The system will work anywhere in the world except a few places in China, Russia, and Central Africa where data isn’t available for the system to make landing decisions. Even then, it may be able to fly into an area where there is enough information available to make a landing decision if enough fuel is on board.

In our case, the decision making was easy, as New Century was only a few miles away with multiple runways and approaches. After Autoland made its decision, the autothrottle system actually accelerated the airplane to about 200 knots, getting us to the airport as quickly as possible. At this writing, Piper was expecting that the autothrottle system on the M600 to be for this emergency use only. However, Piper plans to get it certified for all phases of flight. The Vision Jet already has a certified autothrottle system.

Once nearing a fix for the RNAV Runway 18 approach, the airplane began a descent to the initial altitude of 3,100 feet msl, accelerating to 230 knots. Because we were high and fast, it entered a one-turn hold to continue the descent and to slow down, ultimately rolling us out on a perfect final approach course. Upon intercepting the glidepath, it automatically lowered the landing gear and flaps to the Approach setting, the only flap setting it will use on the M600. Winds were 090 at 10, so it crabbed into the wind on the final approach path and adjusted the thrust setting to slow us to 102 knots indicated.

Had the temperatures been nearing freezing, it also would have activated the airplane’s anti-icing or deicing systems at the start.

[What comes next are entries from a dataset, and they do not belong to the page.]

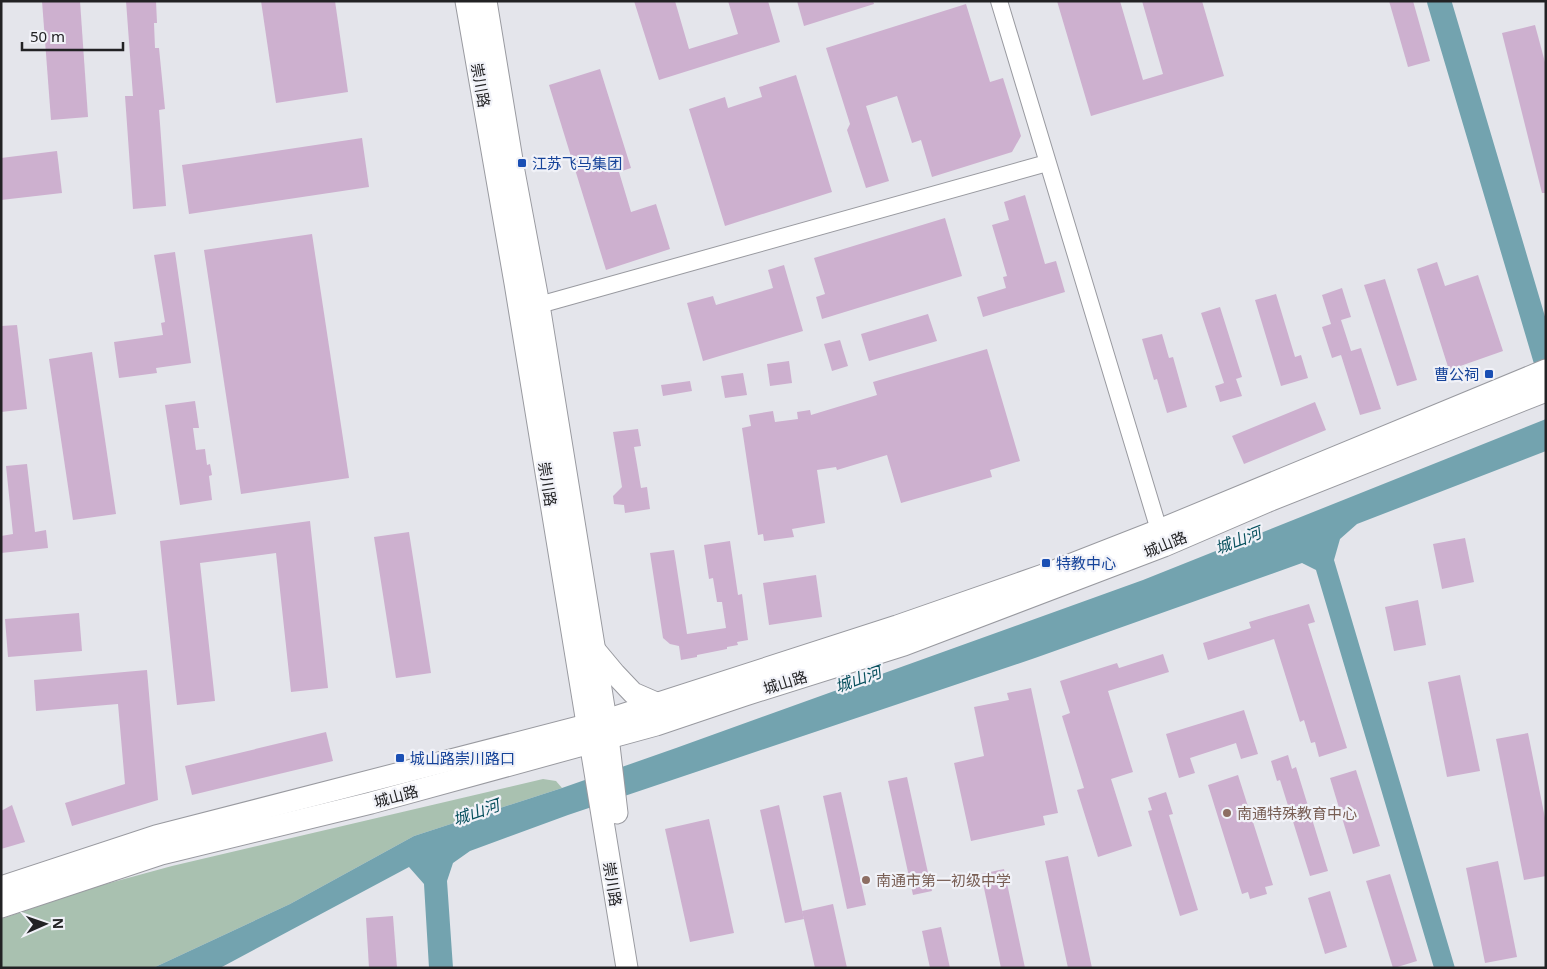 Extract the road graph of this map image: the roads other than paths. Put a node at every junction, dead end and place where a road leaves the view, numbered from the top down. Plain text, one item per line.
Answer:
1 (466, 1) edge
2 (486, 1) edge
3 (999, 1) edge
4 (1047, 163) junction
5 (539, 305) junction
6 (1546, 370) edge
7 (1546, 391) edge
8 (1161, 538) junction
9 (594, 647) junction
10 (656, 703) junction
11 (599, 740) junction
12 (610, 816) junction
13 (1, 887) edge
14 (1, 907) edge
15 (627, 968) edge
16 (641, 968) edge

1 - 11 main road, 崇川路
2 - 5 main road, 崇川路
3 - 4 street
4 - 5 street
4 - 8 street
5 - 9 main road, 崇川路
6 - 8 main road, 城山路
7 - 8 main road, 城山路
8 - 10 main road, 城山路
8 - 11 main road, 城山路
9 - 10 main road
9 - 11 main road, 崇川路
10 - 11 main road, 城山路
11 - 12 main road, 崇川路
11 - 13 main road, 城山路
11 - 14 main road, 城山路
12 - 15 main road, 崇川路
12 - 16 main road, 崇川路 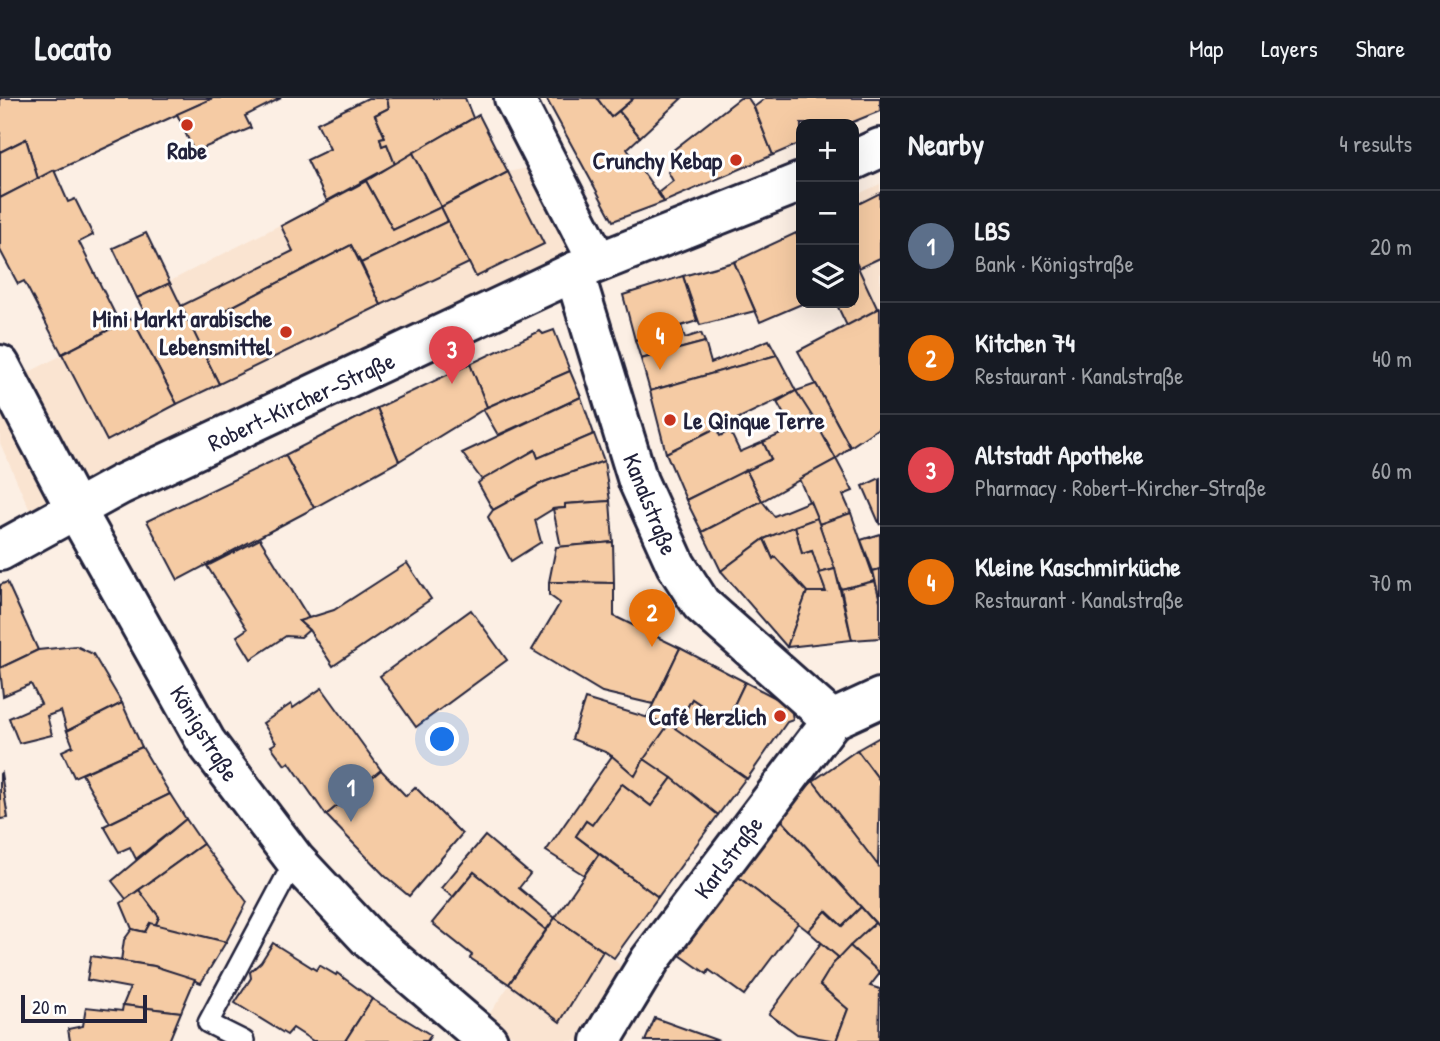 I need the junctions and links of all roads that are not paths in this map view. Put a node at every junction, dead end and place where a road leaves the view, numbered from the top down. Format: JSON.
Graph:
{"nodes":[{"id":1,"x":514,"y":98,"type":"edge"},
{"id":2,"x":880,"y":148,"type":"edge"},
{"id":3,"x":859,"y":158,"type":"edge"},
{"id":4,"x":796,"y":184,"type":"edge"},
{"id":5,"x":586,"y":267,"type":"junction"},
{"id":6,"x":0,"y":365,"type":"edge"},
{"id":7,"x":76,"y":510,"type":"junction"},
{"id":8,"x":0,"y":551,"type":"edge"},
{"id":9,"x":880,"y":698,"type":"edge"},
{"id":10,"x":832,"y":720,"type":"junction"},
{"id":11,"x":295,"y":860,"type":"junction"},
{"id":12,"x":206,"y":1032,"type":"edge"},
{"id":13,"x":464,"y":1034,"type":"edge"},
{"id":14,"x":244,"y":1041,"type":"edge"},
{"id":15,"x":601,"y":1041,"type":"edge"}],
"edges":[{"from":1,"to":5,"type":"street","name":"Kanalstraße"},
{"from":2,"to":3,"type":"street"},
{"from":4,"to":5,"type":"street","name":"Robert-Kircher-Straße"},
{"from":5,"to":7,"type":"street","name":"Robert-Kircher-Straße"},
{"from":5,"to":10,"type":"street","name":"Kanalstraße"},
{"from":6,"to":7,"type":"street","name":"Königstraße"},
{"from":7,"to":8,"type":"street","name":"Robert-Kircher-Straße"},
{"from":7,"to":11,"type":"street","name":"Königstraße"},
{"from":9,"to":10,"type":"street","name":"Karlstraße"},
{"from":10,"to":15,"type":"street","name":"Karlstraße"},
{"from":11,"to":12,"type":"lane"},
{"from":11,"to":13,"type":"street","name":"Königstraße"},
{"from":12,"to":14,"type":"lane"}]}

A few hundred feet above the runway, it kicked the nose straight and lowered the left wing to maintain the course—“decrabbing” as Sargent calls it. Just over the runway, the radar altimeter began feeding height information to the flight control system, allowing it to pitch up slightly—a flare. The autothrottle rolled the thrust back to idle and a few seconds later we touched down as the system actuated the servos on the brakes to bring us to a stop. Reverse thrust is not available to the Autoland system.

Look Ma, no hands!

While the notion of an autoland system seems futuristic, Garmin has been quietly working on it since 2011 and conducted its first autoland in a Columbia piston-powered airplane in 2014 and first briefed the FAA on it in 2015. Since then it has conducted some 800 autolands.

The system is not like the autoland systems on airliners and a few models of business jets in that those systems require a ground-based signal—a Category III ILS—specially trained and certified crews, and dual or triple redundant autopilot systems, among other equipment. Such precise ILSs are available at only a small number of runways.

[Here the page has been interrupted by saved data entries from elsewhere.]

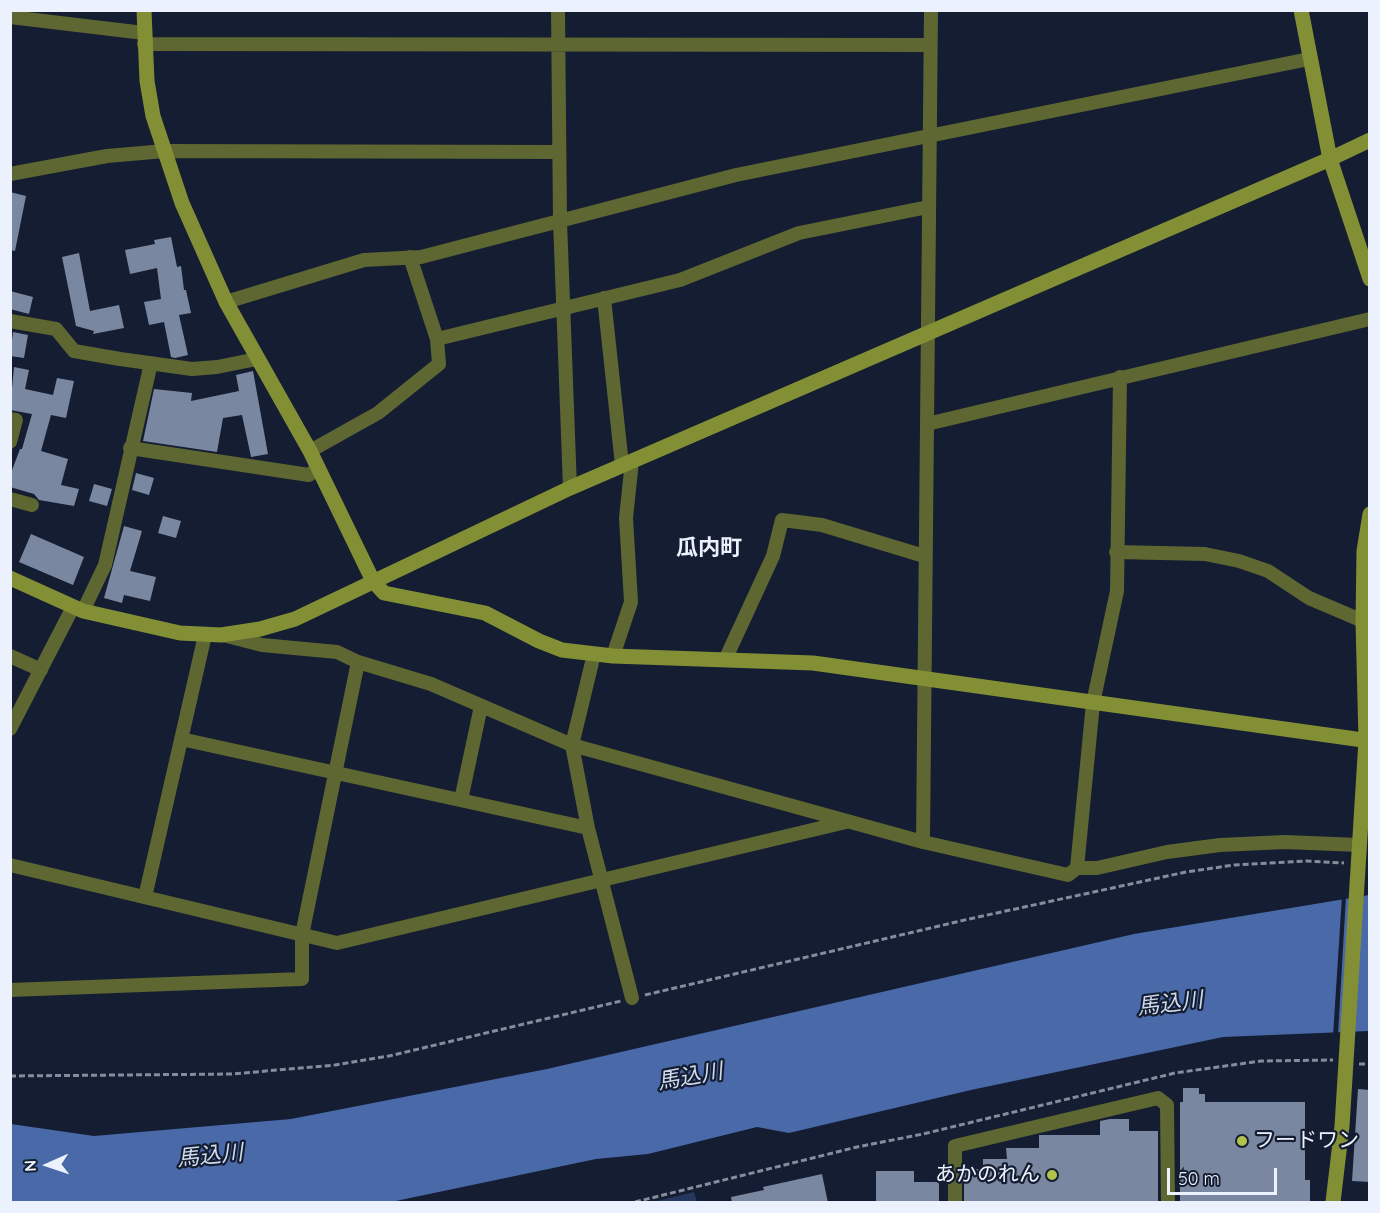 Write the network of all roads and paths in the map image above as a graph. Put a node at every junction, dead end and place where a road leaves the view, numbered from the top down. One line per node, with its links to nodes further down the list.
1 (144, 10): 6 (street)
2 (558, 10): 7 (street)
3 (931, 10): 8 (street)
4 (1301, 10): 9 (street)
5 (10, 17): 6 (street)
6 (144, 39): 7 (street); 12 (street)
7 (559, 44): 8 (street); 13 (street)
8 (930, 45): 10 (street)
9 (1309, 59): 10 (street); 14 (street)
10 (928, 136): 16 (street); 17 (street)
11 (1370, 140): 14 (street)
12 (165, 151): 13 (street); 15 (street); 21 (street)
13 (559, 152): 17 (street)
14 (1330, 159): 19 (street); 25 (street)
15 (10, 174)
16 (928, 207): 20 (street); 25 (street)
17 (560, 221): 18 (street); 22 (street)
18 (410, 257): 21 (street); 26 (street)
19 (1370, 279)
20 (604, 298): 22 (street); 35 (street)
21 (226, 302): 27 (street)
22 (564, 309): 26 (street); 37 (street)
23 (1370, 319): 29 (street)
24 (10, 321): 28 (street)
25 (927, 333): 31 (street); 35 (street)
26 (437, 339): 34 (street)
27 (257, 359): 28 (street); 34 (street)
28 (151, 363): 33 (street)
29 (1120, 377): 31 (street); 41 (street)
30 (10, 419): 32 (street)
31 (927, 424): 42 (street)
32 (10, 442)
33 (130, 448): 36 (street); 45 (street)
34 (310, 451): 36 (street)
35 (627, 463): 37 (street); 51 (street)
36 (318, 468): 44 (street)
37 (570, 488): 44 (street)
38 (10, 499): 39 (street)
39 (32, 505)
40 (1370, 514): 46 (street)
41 (1116, 552): 46 (street); 56 (street)
42 (924, 556): 52 (street); 55 (street)
43 (10, 578): 45 (street)
44 (373, 581): 48 (street); 49 (street)
45 (78, 609): 47 (street); 54 (street)
46 (1366, 621): 60 (street)
47 (205, 635): 48 (street); 59 (street)
48 (221, 635): 53 (street)
49 (594, 654): 51 (street); 61 (street)
50 (10, 656): 54 (street)
51 (613, 656): 52 (street)
52 (725, 660): 55 (street)
53 (358, 662): 57 (street); 62 (street)
54 (41, 669): 58 (street)
55 (925, 680): 56 (street); 66 (street)
56 (1092, 703): 60 (street); 70 (street)
57 (482, 706): 61 (street); 63 (street)
58 (10, 729)
59 (181, 739): 62 (street); 72 (street)
60 (1368, 741): 67 (street)
61 (572, 745): 64 (street); 65 (street)
62 (336, 772): 63 (street); 73 (street)
63 (461, 800): 65 (street)
64 (848, 822): 66 (street); 71 (street)
65 (588, 828): 71 (street)
66 (923, 842): 70 (street)
67 (1359, 845): 69 (street); 70 (street)
68 (10, 865): 72 (street)
69 (1357, 866): 75 (path); 76 (street)
70 (1077, 868)
71 (601, 882): 73 (street); 75 (street)
72 (145, 897): 73 (street)
73 (302, 935): 74 (street)
74 (10, 990)
75 (632, 998): 77 (path)
76 (1340, 1058): 78 (path); 83 (street)
77 (10, 1076)
78 (1162, 1076): 79 (path); 80 (path)
79 (1164, 1084)
80 (635, 1203)
81 (955, 1203): 82 (street)
82 (1168, 1203)
83 (1333, 1203)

During initial testing, Garmin created “runways in the sky” and built approaches to those runways, having the system then fly to the runway—at a safe altitude.

Bailey Scheel, senior aviation systems programs engineer and project manager for Autoland, said the company has had some 100 people working on the project over the past five years. She said disciplines from throughout Garmin were leveraged to make it happen. Even the team at Garmin Drive, its automotive GPS division, were consulted on how to best choose routes back to an airport.

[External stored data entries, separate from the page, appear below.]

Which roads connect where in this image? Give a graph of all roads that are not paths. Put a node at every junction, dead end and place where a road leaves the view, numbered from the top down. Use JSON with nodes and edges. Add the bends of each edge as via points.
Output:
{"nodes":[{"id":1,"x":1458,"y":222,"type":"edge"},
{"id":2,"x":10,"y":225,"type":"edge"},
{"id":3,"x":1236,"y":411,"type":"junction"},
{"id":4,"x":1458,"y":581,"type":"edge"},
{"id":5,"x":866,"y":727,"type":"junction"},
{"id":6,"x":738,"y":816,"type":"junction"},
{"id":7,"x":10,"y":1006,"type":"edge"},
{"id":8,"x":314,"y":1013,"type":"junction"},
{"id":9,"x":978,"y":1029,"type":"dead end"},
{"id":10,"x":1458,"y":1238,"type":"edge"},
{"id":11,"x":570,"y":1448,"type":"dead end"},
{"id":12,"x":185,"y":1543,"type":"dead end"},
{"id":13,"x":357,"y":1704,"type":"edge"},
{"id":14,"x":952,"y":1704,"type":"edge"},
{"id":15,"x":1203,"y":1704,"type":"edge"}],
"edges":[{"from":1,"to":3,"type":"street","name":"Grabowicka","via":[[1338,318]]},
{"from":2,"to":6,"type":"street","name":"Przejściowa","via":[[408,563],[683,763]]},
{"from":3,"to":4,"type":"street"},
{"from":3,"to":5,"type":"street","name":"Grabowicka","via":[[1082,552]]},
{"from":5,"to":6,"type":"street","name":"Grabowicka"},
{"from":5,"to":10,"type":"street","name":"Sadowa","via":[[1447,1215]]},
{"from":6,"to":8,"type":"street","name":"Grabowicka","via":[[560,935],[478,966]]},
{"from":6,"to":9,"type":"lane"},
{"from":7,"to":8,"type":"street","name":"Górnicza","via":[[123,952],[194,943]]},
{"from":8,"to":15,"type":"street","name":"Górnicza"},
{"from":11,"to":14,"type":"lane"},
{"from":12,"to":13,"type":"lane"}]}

Over the years, the company has put dozens of nonpilot staffers into airplanes on company trips and during test flights, asking them what they would want to see and not see if the pilot were incapacitated and Autoland activated. Using the feedback, they dramatically refined the passenger information. In the beginning the engineers wanted to ignore that completely and focus only on getting the aircraft safely on the ground. But after numerous human factors studies and with staff input, the group decided that passenger information was important and necessary.

As it stands the system seems super sophisticated and almost over the top in what it does to keep the passengers informed. Throughout the flight with Autoland engaged, the MFD constantly updates the position, time to landing, and fuel status and then, for each phase of flight, shows a video to get the passenger ready—showing when and how to fasten seat belts and stow loose objects, how to use the headsets, how to talk to ATC—if desired—and, as noted above, how to open the door and get out.

So if it works so well, why not use it routinely?

Not soon, Garmin insists. If the system is activated, the 7700 squawk code will alert ATC to the emergency and the pilot likely will need to explain his or her reason for using it. But certainly on a day when the weather has failed to improve as forecast, fuel is running low, and the pilot is running out of options, Autoland is a viable option, since ceiling and visibility don’t matter. Someday, with more experience and the FAA more comfortable with the notion, perhaps Autoland will be available on any given flight where the pilot doesn’t feel up to the landing.

Meanwhile, it’s a great safety feature. “This will save lives,” said Ron Gunnarson, Piper’s vice president of sales, marketing, and customer support. Once certified, the system will be standard on the 2020 M600 SLS models. The SLS replaces the standard M600 and includes a host of safety, luxury, and service features not available previously—among them Autoland. And while it includes new features, the price will stay the same as the 2019 base price of $2.9 million. Gunnarson said the new upgrades and equipment have a value of about $330,000. Typically equipped, an M600 SLS will leave the factory with a list price of about $3.1 million.

For the Vision Jet, which already has autothrottles, the upgrade comes as primarily a software change and the addition of the radar altimeter, according to Matt Bergwall, Cirrus’ director of the Vision Jet product line. Cirrus plans to offer Autoland as a standard feature on the 2020 models.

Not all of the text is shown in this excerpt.